India’s chip strategy
India’s chip strategy consists of two major parts. The first is luring in foreign firms to set up operations and invest in the country while the second is on forming alliances with other key semiconductor nations like the U.S.
New Delhi has introduced supportive policies for the semiconductor sector. In December, the government greenlit a $10 billion incentive plan for the semiconductor industry. This is open to foreign firms too.
And last month, Modi visited the U.S. where he said India would work with America on semiconductors and other areas.
At SemiconIndia, the American chip firms in attendance spoke about their investments in India and announced new ones, highlighting India’s focus on attracting foreign companies.
AMD said it plans to invest around $400 million in India over the next five years. This includes a new campus in Bangalore that will be the company’s largest design center.
“India teams will be pivotal in advancing AI machine learning and both hardware and software capabilities,” Mark Papermaster, CTO of AMD, said during a keynote speech on Friday.
Last month, Micron announced plans to set up a semiconductor assembly and testing facility in the state of Gujarat in India. Micron’s investment will total up to $825 million.
“We are hopeful that this investment will help catalyze other investments in the sector, strengthen indigenous manufacturing capability, encourage innovation and support broader job creation,” Sanjay Mehrotra, CEO of Micron, said on Friday.

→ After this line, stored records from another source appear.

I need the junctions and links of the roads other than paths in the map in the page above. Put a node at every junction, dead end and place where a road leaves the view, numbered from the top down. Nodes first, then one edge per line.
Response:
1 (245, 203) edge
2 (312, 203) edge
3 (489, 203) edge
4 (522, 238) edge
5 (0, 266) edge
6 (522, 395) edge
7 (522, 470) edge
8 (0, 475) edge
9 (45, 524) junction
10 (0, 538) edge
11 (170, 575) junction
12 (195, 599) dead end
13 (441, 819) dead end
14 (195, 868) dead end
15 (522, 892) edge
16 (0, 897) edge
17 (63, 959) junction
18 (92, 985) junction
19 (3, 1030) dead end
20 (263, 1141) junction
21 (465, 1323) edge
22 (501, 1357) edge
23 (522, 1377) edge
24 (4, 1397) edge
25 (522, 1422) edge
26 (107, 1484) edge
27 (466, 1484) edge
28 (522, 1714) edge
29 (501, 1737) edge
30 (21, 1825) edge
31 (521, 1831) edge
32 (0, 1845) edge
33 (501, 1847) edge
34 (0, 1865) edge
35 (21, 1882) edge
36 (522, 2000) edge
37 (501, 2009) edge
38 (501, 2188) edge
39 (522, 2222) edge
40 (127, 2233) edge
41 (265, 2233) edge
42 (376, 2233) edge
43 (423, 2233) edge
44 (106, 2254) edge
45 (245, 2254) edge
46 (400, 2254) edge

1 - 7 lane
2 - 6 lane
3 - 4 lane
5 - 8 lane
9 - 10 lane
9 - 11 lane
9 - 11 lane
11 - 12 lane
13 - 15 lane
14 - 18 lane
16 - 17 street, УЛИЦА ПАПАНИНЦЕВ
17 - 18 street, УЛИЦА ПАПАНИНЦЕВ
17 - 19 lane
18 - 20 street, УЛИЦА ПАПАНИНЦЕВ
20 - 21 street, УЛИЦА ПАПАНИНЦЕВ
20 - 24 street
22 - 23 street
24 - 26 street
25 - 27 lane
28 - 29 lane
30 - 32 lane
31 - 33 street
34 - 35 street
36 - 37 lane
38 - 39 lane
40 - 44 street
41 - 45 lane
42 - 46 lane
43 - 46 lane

India’s IT minister Ashwini Vaishnaw said Friday that construction on this plant would start “soon.”
Foxconn’s India setback
One other notable attendee was Young Liu, chairman of Foxconn, which is the Taiwanese company that assembles Apple’s iPhones. Over the past couple years, Foxconn has made a push into semiconductors.
It’s biggest effort came last year when Foxconn agreed with Indian metals-to-oil conglomerate Vedanta to set up a semiconductor and display production plant in India as part of a $19.5 billion joint venture. However, Foxconn pulled out of the venture this month, dealing a blow to both the company and India’s ambitions.
Still, it hasn’t seemed to deter both companies. Liu’s presence at the event signals Foxconn’s ambition to invest in India. Liu told CNBC-TV18 on Friday that Foxconn is looking to invest $2 billion in India over the next five years.
Vedanta Group Chair Anil Agarwal said on Friday at SemiconIndia that the company has “identified world class partners for technology and are in the process of tying up with them” in semiconductors.
The high-profile event with all the CEOs masks some of India’s challenges in the semiconductor industry.
One area that India could be attractive in is the packaging and testing of semiconductors, according to Pranay Kotasthane, deputy director of the Takshashila Institution. This requires relatively low-skilled labor but high capital investment, which India could have. Yet no major Taiwanese firm in this segment of the market as set up shop in India.
“The lack of policy consistency and high import tariffs are the bottlenecks that can explain why Taiwanese companies haven’t moved ahead,” Kotasthane said.
Meanwhile, in the area of foundries, companies that actually manufacture semiconductors, there haven’t been good technology partners for those trying to set up shop in India. The chip manufacturing tie-up between Vedanta and Foxconn reportedly relied on technology from European semiconductor firm STMicroelectronics.
“None of the fab proposals have yet been able to find good technology partners,” Kotasthane said.
Still, analysts have pointed toward India’s huge domestic market and other factors such as incentives as reasons for optimism on the country’s chip market.
On Friday, Modi touted India’s credentials.
“Skilled engineers and designers are our strength. Anyone who wants to be a part of the world’s most vibrant and unified market has faith in India,” the Indian prime minister said.